Sorry seems the hardest word: Campaigners call for an official apology to the Scottish mums forced to abandon their babies

McMillan, from Paisley, said: “Despite face-to-face meetings with government ministers almost seven years apart, I have seen no progress at all. MSPs from all parties have agreed Scotland needs to apologise to the 60,000 mothers and their children who were forcibly pulled apart because the women were not married.

“But there has been ­nothing but silence and I’m afraid time is running out for me now.
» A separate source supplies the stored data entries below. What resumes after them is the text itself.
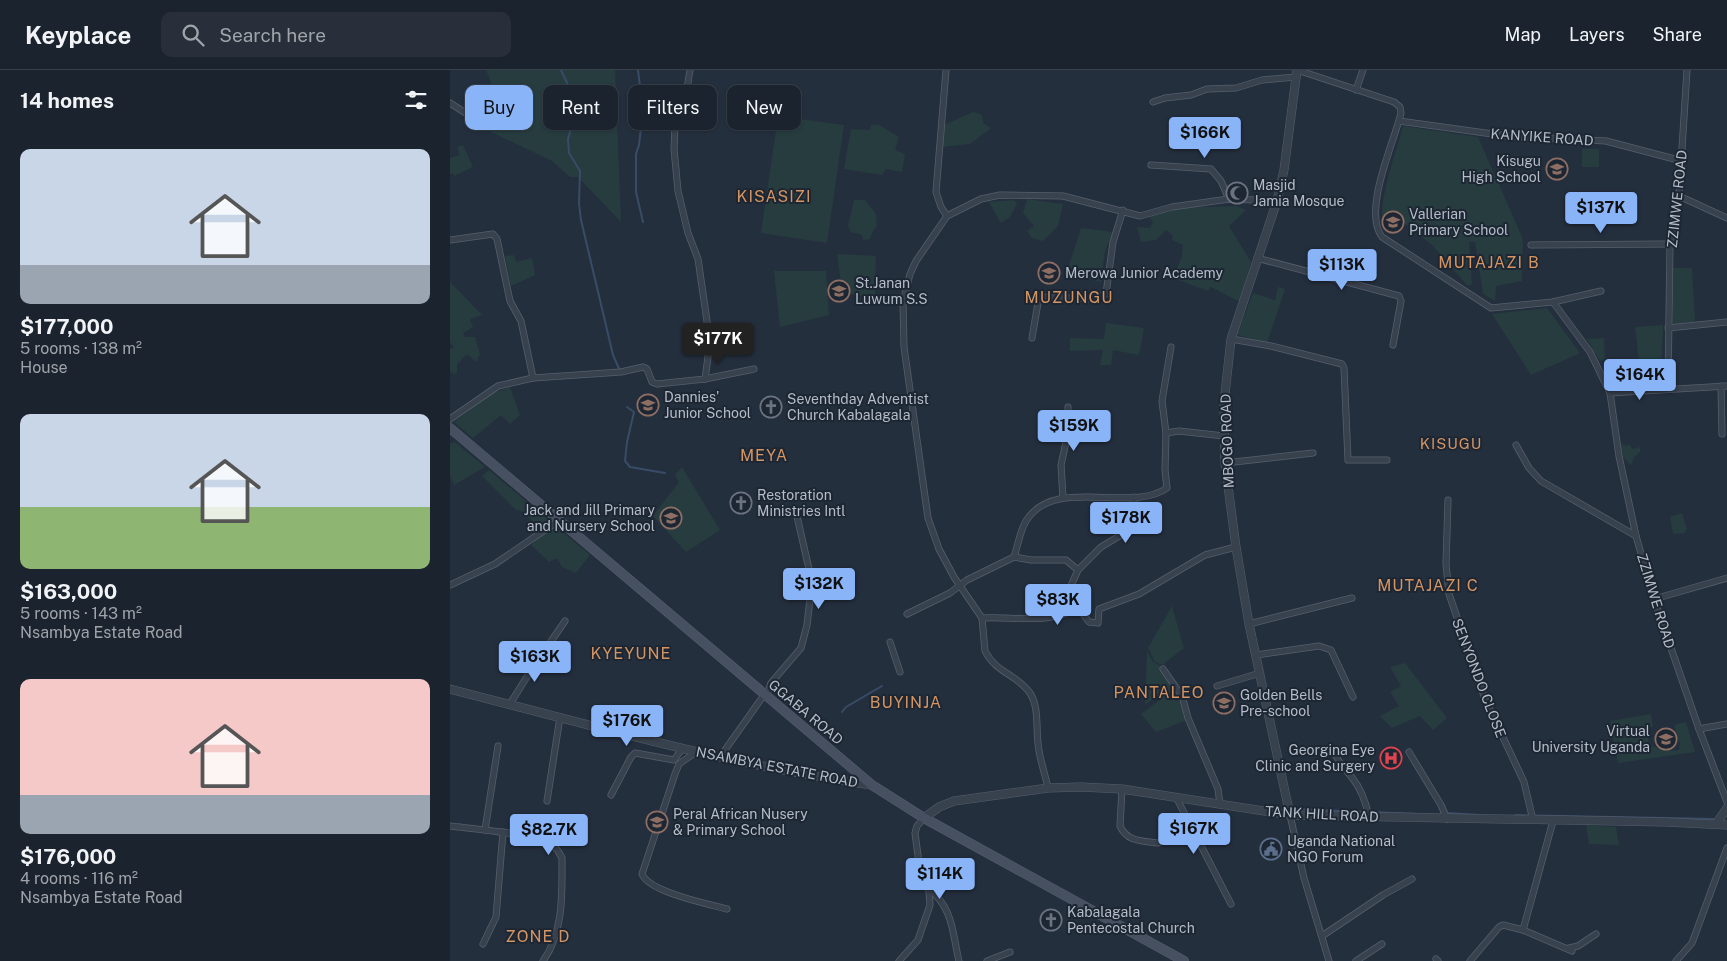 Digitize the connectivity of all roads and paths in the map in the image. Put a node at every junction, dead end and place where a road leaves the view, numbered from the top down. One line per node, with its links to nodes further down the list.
1 (690, 70): 33 (street)
2 (946, 70): 17 (street)
3 (1363, 70): 6 (street)
4 (1687, 70): 11 (street, ZZIMWE ROAD)
5 (1297, 72): 6 (street); 7 (street); 15 (street, MBOGO ROAD)
6 (1356, 90): 10 (street)
7 (1153, 102)
8 (450, 103): 9 (street)
9 (465, 113)
10 (1399, 121): 11 (street, KANYIKE ROAD); 24 (street)
11 (1682, 161): 13 (street, ZZIMWE ROAD)
12 (1151, 165): 14 (street)
13 (1679, 196): 18 (street); 20 (street, ZZIMWE ROAD)
14 (1229, 199): 15 (street); 16 (street)
15 (1277, 201): 22 (street, MBOGO ROAD)
16 (1123, 210): 17 (street); 27 (street)
17 (948, 216): 58 (street)
18 (1727, 218)
19 (450, 240): 32 (street)
20 (1670, 244): 21 (street); 26 (street, ZZIMWE ROAD)
21 (1532, 245)
22 (1257, 258): 28 (street, MBOGO ROAD); 29 (street)
23 (1601, 292): 24 (street)
24 (1553, 302): 36 (street, ZZIMWE ROAD)
25 (1727, 322): 26 (street)
26 (1668, 328): 35 (street, ZZIMWE ROAD)
27 (1032, 338)
28 (1231, 340): 42 (street, MBOGO ROAD); 45 (street)
29 (1393, 345)
30 (1171, 348): 40 (street)
31 (754, 369): 33 (street)
32 (533, 378): 33 (street); 38 (street)
33 (705, 379)
34 (1724, 386): 35 (street); 41 (street)
35 (1668, 389): 36 (street)
36 (1610, 393): 52 (street, ZZIMWE ROAD)
37 (1068, 408): 48 (street)
38 (450, 419)
39 (450, 428): 51 (main road, GGABA ROAD)
40 (1166, 433): 42 (street); 47 (street)
41 (1722, 434)
42 (1224, 436): 46 (street, MBOGO ROAD)
43 (1516, 445): 52 (street)
44 (1313, 453): 46 (street)
45 (1387, 460)
46 (1225, 463): 53 (street, MBOGO ROAD)
47 (1134, 497): 48 (street); 55 (street)
48 (1063, 498): 54 (street)
49 (1448, 500): 100 (street, SENYONDO CLOSE)
50 (796, 512): 73 (street)
51 (558, 522): 57 (street); 73 (main road, GGABA ROAD)
52 (1636, 536): 60 (street, ZZIMWE ROAD)
53 (1236, 547): 61 (street); 65 (street, MBOGO ROAD)
54 (1014, 557): 55 (street); 58 (street)
55 (1078, 570): 61 (street)
56 (1727, 578): 60 (street)
57 (450, 585)
58 (961, 586): 62 (street); 63 (street)
59 (1352, 598): 65 (street)
60 (1654, 598): 78 (street, ZZIMWE ROAD)
61 (1077, 606): 63 (street)
62 (907, 614)
63 (982, 618): 88 (street)
64 (565, 621): 75 (street)
65 (1248, 624): 67 (street, MBOGO ROAD)
66 (890, 642): 69 (street)
67 (1256, 655): 70 (street, MBOGO ROAD); 74 (street)
68 (1163, 669): 94 (street)
69 (900, 672)
70 (1260, 673): 71 (street); 96 (street, MBOGO ROAD)
71 (1217, 686)
72 (450, 688): 75 (street, NSAMBYA ESTATE ROAD)
73 (765, 696): 84 (street); 87 (main road, GGABA ROAD)
74 (1353, 697)
75 (510, 704): 76 (street, NSAMBYA ESTATE ROAD)
76 (560, 718): 80 (street, NSAMBYA ESTATE ROAD); 92 (street)
77 (1727, 724): 78 (street)
78 (1699, 729): 85 (street, ZZIMWE ROAD)
79 (498, 746): 105 (street)
80 (682, 749): 81 (street, NSAMBYA ESTATE ROAD); 90 (street)
81 (696, 752): 84 (street, NSAMBYA ESTATE ROAD); 112 (street)
82 (1334, 752): 97 (street)
83 (1409, 752): 99 (street)
84 (720, 757): 87 (street, NSAMBYA ESTATE ROAD)
85 (1720, 784): 86 (street); 93 (street, ZZIMWE ROAD)
86 (1727, 784)
87 (872, 785): 98 (main road, GGABA ROAD)
88 (1048, 788): 89 (street, TANK HILL ROAD); 98 (street, TANK HILL ROAD)
89 (1122, 789): 91 (street, TANK HILL ROAD); 107 (street)
90 (611, 796)
91 (1176, 797): 94 (street, TANK HILL ROAD); 111 (street)
92 (547, 801)
93 (1727, 802)
94 (1220, 804): 96 (street, TANK HILL ROAD)
95 (1727, 808): 102 (street)
96 (1290, 815): 97 (street, TANK HILL ROAD); 115 (street)
97 (1369, 817): 99 (street, TANK HILL ROAD)
98 (924, 818): 110 (street); 123 (main road, GGABA ROAD)
99 (1447, 819): 100 (street, TANK HILL ROAD)
100 (1533, 820): 101 (street, TANK HILL ROAD)
101 (1554, 821): 102 (street, TANK HILL ROAD); 113 (street)
102 (1716, 824): 103 (street, TANK HILL ROAD)
103 (1727, 825)
104 (450, 826): 105 (street)
105 (484, 830): 106 (street)
106 (503, 832): 116 (street); 119 (street)
107 (1158, 843)
108 (1727, 848): 127 (street)
109 (1412, 879): 115 (street)
110 (928, 888): 120 (street); 121 (street)
111 (1231, 904)
112 (727, 909)
113 (1523, 930): 114 (street); 126 (street)
114 (1596, 934)
115 (1322, 936): 124 (street)
116 (483, 944)
117 (1382, 944): 125 (street)
118 (1010, 952): 122 (street)
119 (543, 961)
120 (900, 961)
121 (959, 961)
122 (987, 961)
123 (1184, 961)
124 (1329, 961)
125 (1356, 961)
126 (1470, 961)
127 (1676, 961)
I saw Children’s Minister Claire Haughey on July 29, and I’ve heard nothing since, despite her knowing my condition.

“The first minister has been quick to champion Scotland’s children to ensure they have a happy future but we are also Scotland’s children, and a terrible injustice was done to us and our children. We deserve official acknowledgement of that.”

© Andrew Cawley
Monica Lennon MSP

Lennon, who led a debate in the Scottish Parliament on the issue four months ago, said: “Replies to my letters to Scottish ministers indicate they now appear to be looking to contact the UK Government for advice, when all they need to do now is say those three important words.

“The first minister does not need to ask Westminster’s advice to do the right thing. All she needs to do is apologise and promise change will come so Marion can at last have some peace in her dying days that her life’s work to right this dreadful wrong has not been in vain.”

In a letter to the Labour MSP, Claire Haughey said: “I have already met with a number of women affected and the UK Parliamentary Under Secretary of State for Children and Families to discuss the planned approach to requests for an apology.”

She added: “We have appointed a historical adoption apology manager who will have responsibility for preparation, collection and analysis of information and research into historical practices.”

Central Scotland MSP Lennon said: “This smacks of continued prevarication. All those things could take years to achieve when the actual apology is the most important thing of all to allow those affected to at least begin to heal.

“The other issues, such as concern over women being given drugs to suppress their breast milk which have now been found to cause cancers in women and future generations, and investigation into how to make the contact process more accessible, are all things that must be addressed.”

The Scottish Government said: “We are continuing to consider how we can best support those who have been affected by this heartbreaking issue.

“Ministers have had several meetings with campaigners and we will continue to work in partnership with them as we explore next steps.”